Some children with ASD may use Alternative or Augmentative Communication (AAC), which are strategies to help increase communication in children with impairments. Children who use AAC may experience greater gains in verbal language and there is little risk for loss of speech (Schlosser & Wendt, 2008). AAC may be aided or unaided. Aided AAC requires the use of some type of external equipment; unaided AAC does not (Mirenda, 2003). Different types of AAC include the use of sign language, visual picture systems, digital voice outputs, or even computers. AAC can be as unsophisticated as a small chalkboard on which children can write (Browne, 2006; Brunner & Seung, 2009; Flippin, Reszka, & Watson, 2010; Mirenda, 2001). Regardless of the type of AAC, children should have access to it at all times (Bolick, 2008).
Handling Breakdowns and Outbursts
Communication breakdowns occur when the message being sent is not properly received. Breakdowns are usually signified by requests for clarification, ignoring of requests, or wrong response to requests. Repair strategies include repetition, modification, or recasts. Repetition is simply repeating the original message. Modification is adding to, subtracting from, simplifying, or augmenting the original message. A recast contains none of the language from the original message but is an entirely new composition. It is important to be alert during interactions with children with ASD for communication breakdowns. Children with ASD are less likely to use repair strategies than other children, so the adult will most likely need to initiate the repair (Halle, Brady, & Drasgo, 2004; Meadan, Halle, Watkins, & Chadsey, 2006). For additional suggestions, see Table 4.
Often, behavioral outbursts in children with ASD are attributed to frustration due to inability to communicate with others. Children should be monitored during communication for signs that an outburst may be coming (Bolick, 2008; Scarpinato et al., 2010; Thorne, 2007). Knowledge of what strategies parents or caregivers have used to successfully manage outbursts can be useful in understanding how to intervene with an individual child. Practical strategies to implement during an outburst are described in Table 4.

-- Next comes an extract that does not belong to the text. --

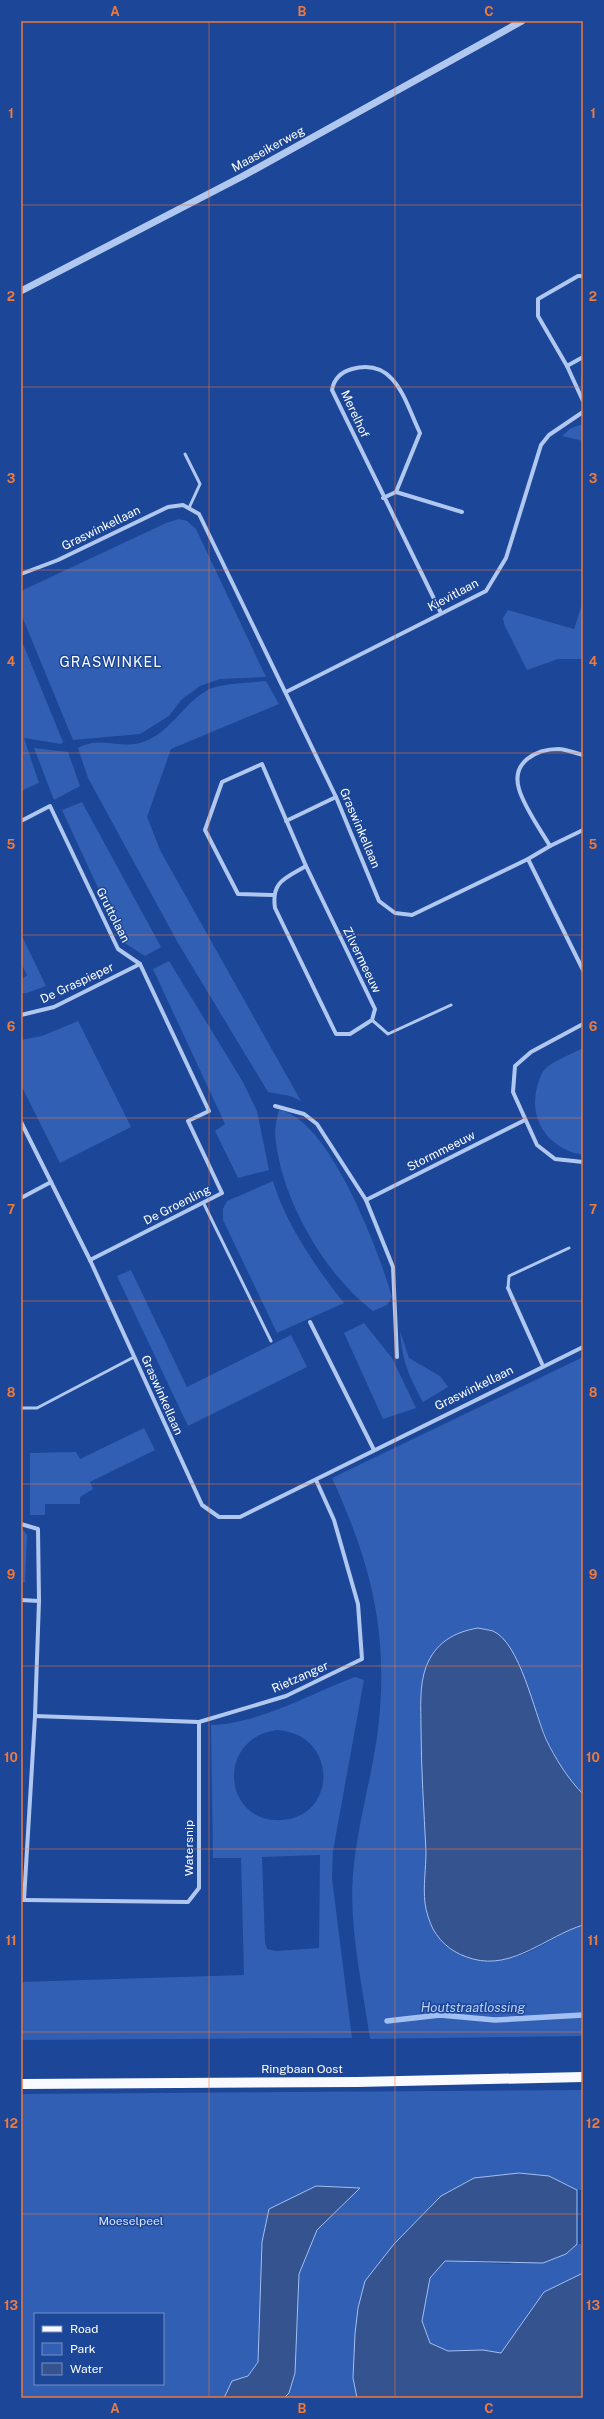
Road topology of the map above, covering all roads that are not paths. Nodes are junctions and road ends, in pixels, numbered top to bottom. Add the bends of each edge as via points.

Children with ASD are unique. Their communication style is different from the social norm. They experience difficulties understanding the subtleties of language including non-literal vocabulary and non-verbal components of conversation. Effective communication between a nurse and patient is essential to providing quality care. Breakdowns can leave the nurse and patient feeling frustrated and confused. Small adaptations in communication style can help facilitate a successful nurse-patient relationship. Environmental sensory stimuli should be minimized. Techniques to help accommodate understanding in children with ASD should be put into practice. Nurses should be ready for behavioral outbursts, recognize them as a sign of frustration, and know how to react. Most importantly, the nurse must remember to allow extra time and be patient throughout the process. Nurses have a responsibility to optimize communication with their patients with ASD.